Felipe Benítez Reyes

Felipe Benítez Reyes

El Equipaje Abierto

De todo comienza a hacer bastante tiempo.

Y en una habitación cerrada
hay un niño que aún juega con cristales y agujas
bajo la mortandad hipnótica de la tarde.

Comienza a hacer de todo muchos años.

Y la noche, sobrecogida de sí misma,
abre ya su navaja de alta estrella
ante la densa rosa carnal de la memoria.

Comienza a ser el tiempo un lugar arrasado
del que vamos cerrando las fronteras
para cumplir las leyes
de esa cosa inexacta que llamamos olvido.

Y llega la propia vida hasta su orilla
como lleva el azar la maleta de un náufrago
a la playa en que alguien la abre con extrañeza
—y esa ridiculez de disfraz desamparado
que adquieren los vestidos de la gente al morir.

Lejano y codiciable,
el tiempo es territorio del que sólo
regresa, sin sentido y demente,
el viento sepulcral de la memoria,
devuelto como un eco.

Como devuelve el mar su podredumbre.

Todas nuestras maletas
reflejan la ordenación desvanecida

de un viaje
que siempre ha sucedido en el pasado.

Y las abrimos
con la perplejidad de quien se encuentra
una maleta absurda
en esa soledad de centinela
que parecen tener las playas en invierno.
542
Felipe Benítez Reyes

Felipe Benítez Reyes

Casa De Veracruz

Entré en la casa blanca con mi incierta
llave de cristal frío,
la memoria.

Se mecía
el toldo sobre el patio
como un jirón de niebla.
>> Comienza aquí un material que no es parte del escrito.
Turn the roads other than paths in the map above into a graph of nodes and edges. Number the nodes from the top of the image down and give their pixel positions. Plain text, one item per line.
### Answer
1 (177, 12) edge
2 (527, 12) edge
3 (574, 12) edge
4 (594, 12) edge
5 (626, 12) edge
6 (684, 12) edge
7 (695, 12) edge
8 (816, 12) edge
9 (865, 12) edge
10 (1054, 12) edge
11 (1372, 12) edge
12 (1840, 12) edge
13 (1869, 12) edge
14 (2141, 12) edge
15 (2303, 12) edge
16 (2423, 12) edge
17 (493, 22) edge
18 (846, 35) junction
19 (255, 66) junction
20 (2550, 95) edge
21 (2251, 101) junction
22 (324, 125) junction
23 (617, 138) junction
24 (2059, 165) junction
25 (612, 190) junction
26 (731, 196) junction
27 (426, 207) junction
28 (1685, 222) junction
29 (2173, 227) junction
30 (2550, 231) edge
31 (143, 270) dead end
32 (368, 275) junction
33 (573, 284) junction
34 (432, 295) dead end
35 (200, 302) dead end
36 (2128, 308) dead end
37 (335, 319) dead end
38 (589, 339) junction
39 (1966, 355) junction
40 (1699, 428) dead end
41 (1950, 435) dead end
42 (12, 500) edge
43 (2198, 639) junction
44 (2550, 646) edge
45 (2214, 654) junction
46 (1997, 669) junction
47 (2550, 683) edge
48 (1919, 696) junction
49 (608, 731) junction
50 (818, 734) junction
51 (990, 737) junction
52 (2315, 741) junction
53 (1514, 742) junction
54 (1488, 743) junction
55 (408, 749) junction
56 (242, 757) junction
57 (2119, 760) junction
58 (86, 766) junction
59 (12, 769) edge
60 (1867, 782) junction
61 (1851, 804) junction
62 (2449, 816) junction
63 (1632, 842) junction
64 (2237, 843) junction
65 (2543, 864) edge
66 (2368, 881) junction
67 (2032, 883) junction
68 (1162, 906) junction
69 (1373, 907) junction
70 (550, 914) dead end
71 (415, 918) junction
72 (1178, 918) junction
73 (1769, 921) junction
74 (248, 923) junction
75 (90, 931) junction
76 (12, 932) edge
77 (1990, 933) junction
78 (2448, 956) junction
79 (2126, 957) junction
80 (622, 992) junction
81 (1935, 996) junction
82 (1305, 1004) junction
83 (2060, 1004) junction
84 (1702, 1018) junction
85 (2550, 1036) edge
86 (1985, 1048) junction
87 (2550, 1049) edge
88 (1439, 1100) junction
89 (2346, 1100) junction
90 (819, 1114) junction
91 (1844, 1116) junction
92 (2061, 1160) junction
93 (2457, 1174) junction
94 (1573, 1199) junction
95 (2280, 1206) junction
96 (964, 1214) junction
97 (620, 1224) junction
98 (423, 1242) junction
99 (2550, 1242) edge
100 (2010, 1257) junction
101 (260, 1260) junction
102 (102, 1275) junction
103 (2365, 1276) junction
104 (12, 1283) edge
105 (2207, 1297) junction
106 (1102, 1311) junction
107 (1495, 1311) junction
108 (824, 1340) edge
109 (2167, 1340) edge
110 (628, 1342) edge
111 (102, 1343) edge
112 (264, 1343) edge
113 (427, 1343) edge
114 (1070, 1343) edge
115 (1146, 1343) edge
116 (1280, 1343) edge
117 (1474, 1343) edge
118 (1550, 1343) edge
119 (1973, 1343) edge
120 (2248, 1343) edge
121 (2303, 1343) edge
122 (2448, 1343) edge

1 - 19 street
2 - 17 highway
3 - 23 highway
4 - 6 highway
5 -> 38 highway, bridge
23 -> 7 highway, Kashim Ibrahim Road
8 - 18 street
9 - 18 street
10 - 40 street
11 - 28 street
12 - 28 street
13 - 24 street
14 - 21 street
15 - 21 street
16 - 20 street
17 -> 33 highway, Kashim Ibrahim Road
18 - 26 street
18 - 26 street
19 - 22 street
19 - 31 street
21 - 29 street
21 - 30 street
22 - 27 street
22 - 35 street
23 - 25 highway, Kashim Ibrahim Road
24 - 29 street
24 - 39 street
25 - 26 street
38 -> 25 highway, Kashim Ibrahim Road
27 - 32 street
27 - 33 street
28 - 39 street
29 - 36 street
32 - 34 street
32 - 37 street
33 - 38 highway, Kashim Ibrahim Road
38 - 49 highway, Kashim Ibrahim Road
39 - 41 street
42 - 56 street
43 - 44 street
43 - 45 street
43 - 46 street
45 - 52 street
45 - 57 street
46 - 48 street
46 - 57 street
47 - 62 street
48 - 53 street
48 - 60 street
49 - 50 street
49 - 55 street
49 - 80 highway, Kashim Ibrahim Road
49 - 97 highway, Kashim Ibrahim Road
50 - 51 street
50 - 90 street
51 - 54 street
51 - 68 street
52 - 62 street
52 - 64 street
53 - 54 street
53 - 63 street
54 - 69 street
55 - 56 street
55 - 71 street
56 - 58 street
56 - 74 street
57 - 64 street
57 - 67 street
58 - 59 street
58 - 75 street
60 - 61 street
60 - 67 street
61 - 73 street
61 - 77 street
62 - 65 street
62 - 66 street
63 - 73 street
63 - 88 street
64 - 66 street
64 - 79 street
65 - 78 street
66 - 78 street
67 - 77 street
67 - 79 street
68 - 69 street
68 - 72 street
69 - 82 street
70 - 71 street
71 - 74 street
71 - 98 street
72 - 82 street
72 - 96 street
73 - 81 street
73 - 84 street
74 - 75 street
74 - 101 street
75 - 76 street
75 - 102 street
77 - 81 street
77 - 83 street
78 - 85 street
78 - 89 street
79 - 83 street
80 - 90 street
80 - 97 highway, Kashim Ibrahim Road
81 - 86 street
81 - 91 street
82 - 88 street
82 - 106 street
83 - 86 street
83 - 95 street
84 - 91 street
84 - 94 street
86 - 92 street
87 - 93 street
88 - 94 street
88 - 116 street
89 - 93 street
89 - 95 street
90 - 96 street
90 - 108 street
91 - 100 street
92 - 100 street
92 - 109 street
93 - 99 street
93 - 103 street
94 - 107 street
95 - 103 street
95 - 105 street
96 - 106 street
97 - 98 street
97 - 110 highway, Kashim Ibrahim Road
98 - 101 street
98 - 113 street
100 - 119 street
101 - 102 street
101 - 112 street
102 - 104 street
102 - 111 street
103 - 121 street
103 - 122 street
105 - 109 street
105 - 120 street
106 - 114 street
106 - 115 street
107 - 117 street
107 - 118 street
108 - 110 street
Se mecía
el caballo —qué roto— de cartón
en el cuarto de juego.

Y nada era
nítido allí ni vago, pues los ojos
miran con lente propia los dominios
del cadáver del tiempo,
y nada para el ojo es tan real como la nada,
esa nada que vuela
como un ave enjaulada por la casa vacía,
llena de eternidad agonizante.

La vida que allí estuvo no parece
sino una densidad de desamparo
ante la mano helada del tiempo, engalanada
con anillos que arrojan
el veneno veloz de la melancolía
en la copa que estamos apurando.
Esa mano que pasa
por los juguetes rotos y los muebles,
por el globo terráqueo de marfil
y por los trajes de los muertos,
hieráticos y huecos como estatuas de nadie.

Extraño en ese mundo clausurado,
oí el tiempo moverse.
Su paso de reptil en los espejos.
Y fui abriendo las puertas,
palpando oscuridades ostentosas
exhibidas allí como un resplandor negro,
y supe que era el huésped
de una rancia tiniebla
oculta en mi memoria como un borrón de espanto.

Y andaban por la casa mis vampiros,
rugían por la casa mis monstruos siderales,
velaban como arañas de ceniza
las brujas de los cuentos,

los licántropos
mostraban sus colmillos como puntas de estrella.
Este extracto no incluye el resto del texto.